I received a panicked e-mail from a reader recently, asking if Social Security had changed the claiming rules for ex-spouses.
"A good friend of mine was just told by her local Social Security office that she cannot file for her ex-spouse's benefit when she turns 66," Joanne Busso wrote, explaining that her friend wanted to hold off filing for her own benefit until she is older, thereby allowing her individual benefit to increase for a few years.
"The Social Security representative told her that this is no longer allowed because 'things have changed,'" Ms. Busso wrote.
"But the [Social Security Administration] website still states that this is allowed," she wrote. "Are you aware of new laws that have eliminated the option of filing on an ex-spouse's earnings record at 66 to allow our own benefit to grow?"
I wasn't aware of any changes, but I said I would check with the SSA.
Nope. No changes.
"I'm not sure what happened at the local office, but we have not made any changes to this,” said SSA spokeswoman Kia Anderson.
She sent me a link on the ssa.gov website confirming that ex-spouses who were married for at least 10 years and who are unmarried can restrict their claim to spousal benefits if they wait until full retirement age to claim benefits. That allows their own retirement benefits to accrue delayed retirement credits up to 70.
Although the reader was relieved that no rules had been changed, the situation prompts a bigger question: What do you do when you get a wrong answer from an SSA representative?
Ms. Anderson suggests that you ask to speak to a supervisor.
You can also consult the SSA.gov website, which includes a treasure trove of information, including this page on benefits for divorced spouses.
The questions about rights of divorced spouses didn't stop there.
Tom, a financial adviser in Virginia, asked: "Can an ex who has remarried file for Social Security benefits on an ex-spouse's earning record?"
No, I replied. To collect on an ex-spouse you must be currently unmarried.
But, I added, if you are a surviving divorced spouse, you are still entitled to collect survivor benefits on your deceased former spouse's earnings record, as long as you wait until 60 or later to remarry.
Another reader asked what happens if you were married twice but are currently unmarried?
"Can you claim on either ex-spouse's Social Security or do you lose the ability to draw off the first spouse because you remarried, even though you divorced again?" Jeff asked.
You can use the earnings record of either ex-spouse as long as each marriage lasted at least 10 years and you are currently unmarried, I responded.
When it comes to claiming Social Security benefits, divorced spouses not only have all the rights of currently married couples, they have an additional benefit. You can claim benefits based on your ex-spouse's earning record even if he or she hasn't yet claimed benefits.

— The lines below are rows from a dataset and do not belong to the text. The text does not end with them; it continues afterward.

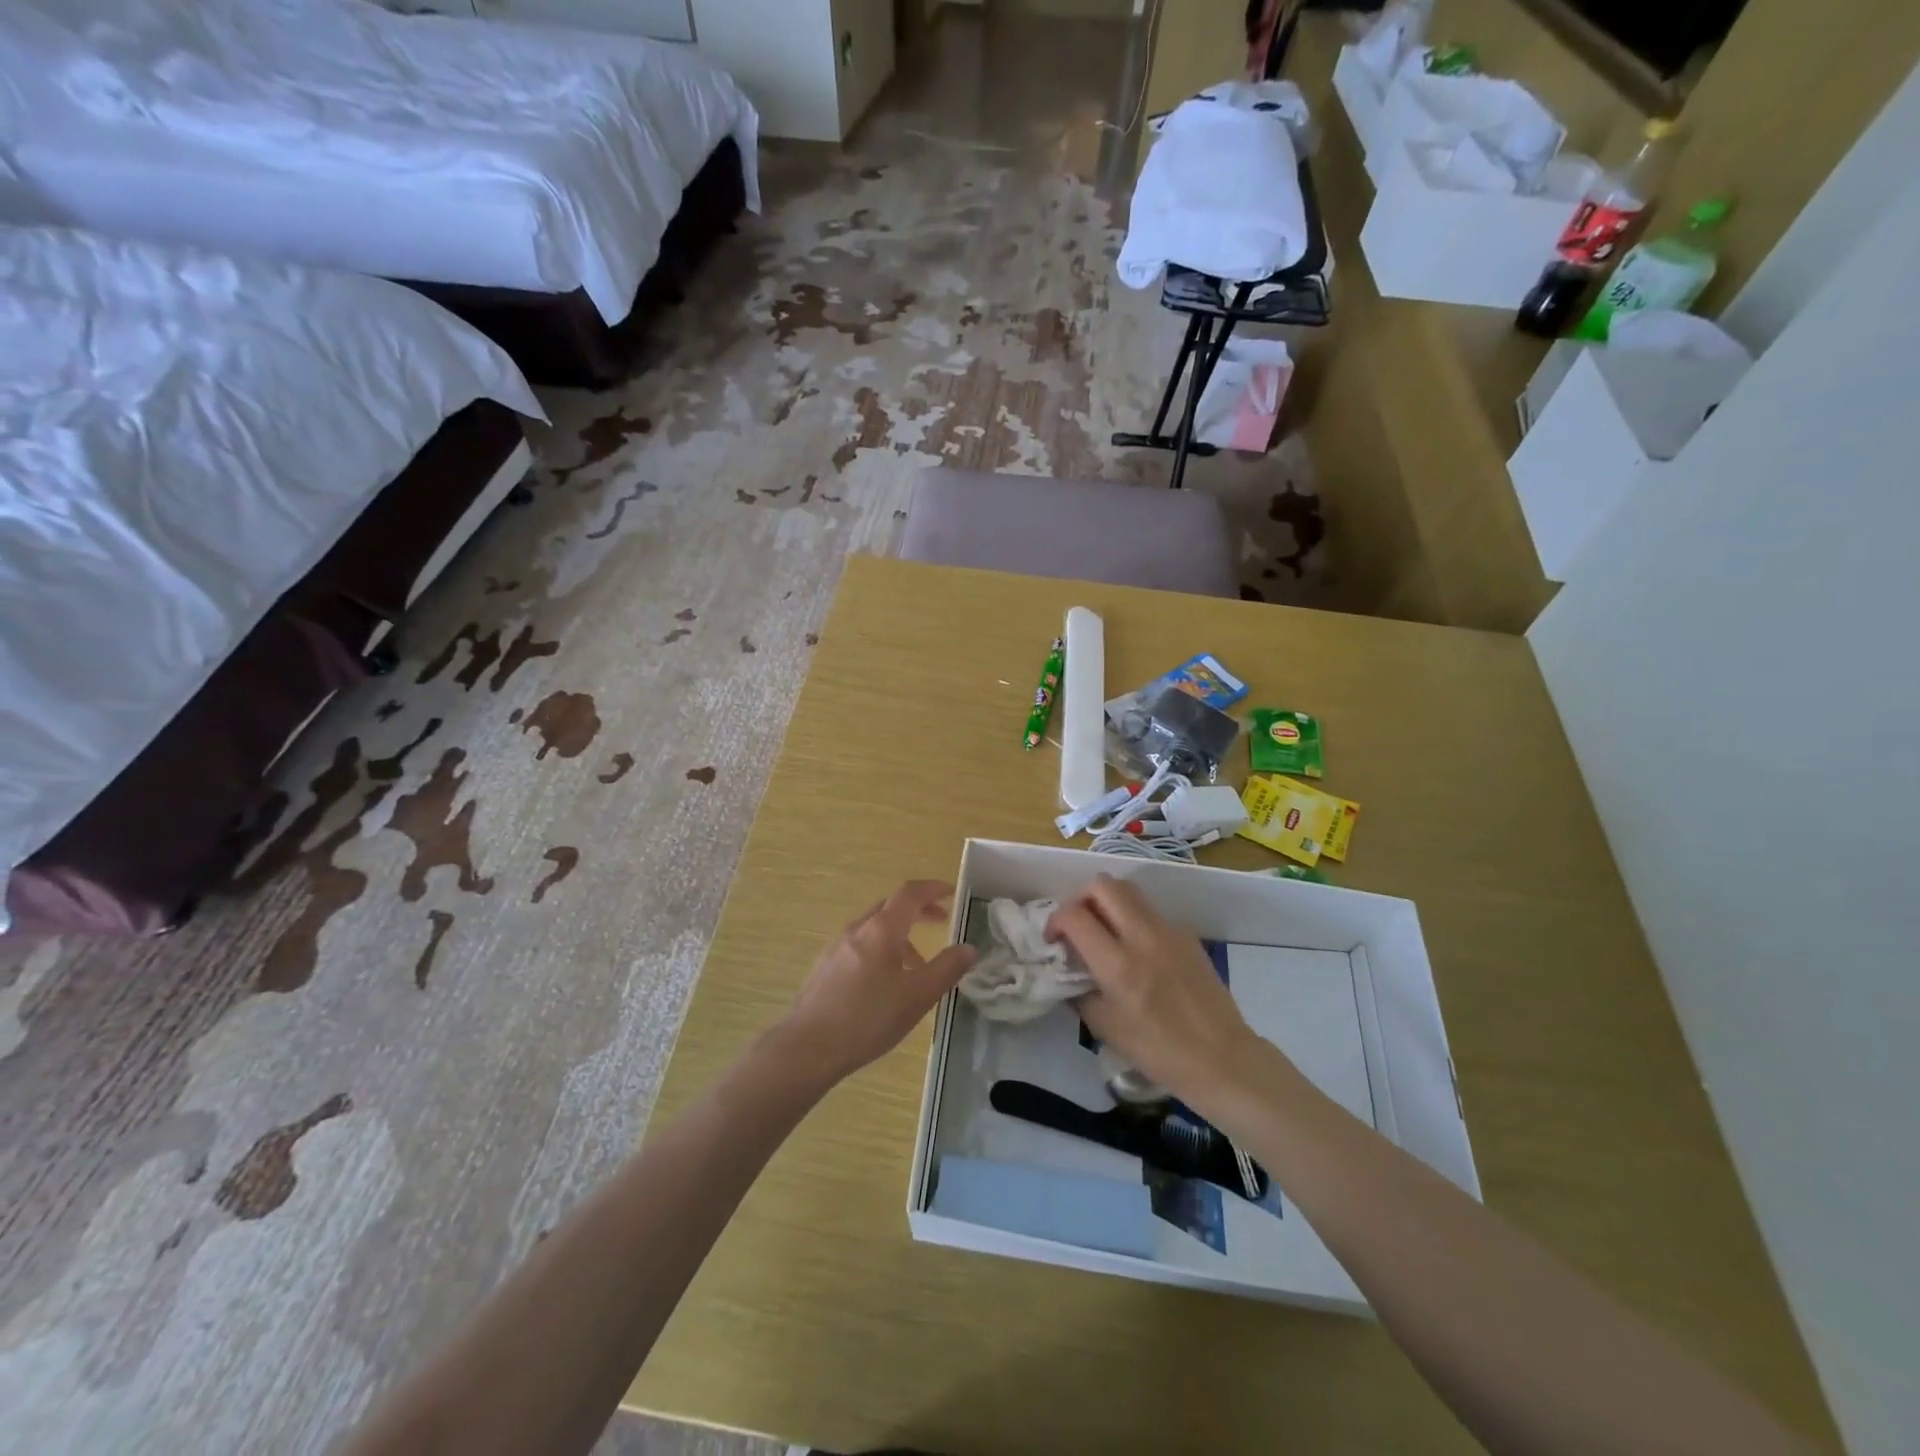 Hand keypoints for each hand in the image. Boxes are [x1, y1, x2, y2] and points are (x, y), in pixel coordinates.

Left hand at [776, 881, 977, 1085]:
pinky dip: (881, 948)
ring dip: (900, 933)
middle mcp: (857, 929)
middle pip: (891, 906)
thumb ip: (946, 969)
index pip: (910, 893)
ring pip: (874, 927)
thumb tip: (969, 948)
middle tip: (941, 920)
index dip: (933, 889)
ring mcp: (837, 946)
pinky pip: (860, 944)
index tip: (952, 892)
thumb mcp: (917, 996)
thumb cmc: (868, 1018)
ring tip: (918, 964)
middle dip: (918, 909)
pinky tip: (884, 982)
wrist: (807, 1047)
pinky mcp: (825, 966)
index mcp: (881, 929)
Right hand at [1047, 876, 1262, 1104]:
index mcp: (1118, 964)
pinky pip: (1152, 913)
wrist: (1222, 1059)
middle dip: (1081, 898)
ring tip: (1105, 932)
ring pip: (1130, 891)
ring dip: (1108, 902)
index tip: (1054, 941)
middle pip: (1103, 885)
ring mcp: (1169, 931)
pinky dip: (1135, 920)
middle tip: (1078, 925)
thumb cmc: (1159, 1051)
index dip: (1055, 921)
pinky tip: (1139, 952)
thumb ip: (1079, 993)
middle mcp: (1142, 936)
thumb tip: (1068, 972)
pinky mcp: (1187, 935)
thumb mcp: (1105, 1029)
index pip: (1074, 915)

As long as you and your ex are at least 62, you can claim retirement benefits on the other's earnings record. But if you want to restrict your claim to spousal benefits only, you must wait until your full retirement age to claim.
For married couples, one spouse must either claim benefits or file and suspend to trigger benefits for a spouse.
That added benefit prompted Ed McFarlane, an investment adviser in Pennsylvania, to write to me with this observation: "I get the impression that a Social Security recipient is 'better off' being divorced. What is your take?"
No comment. But it is an astute observation.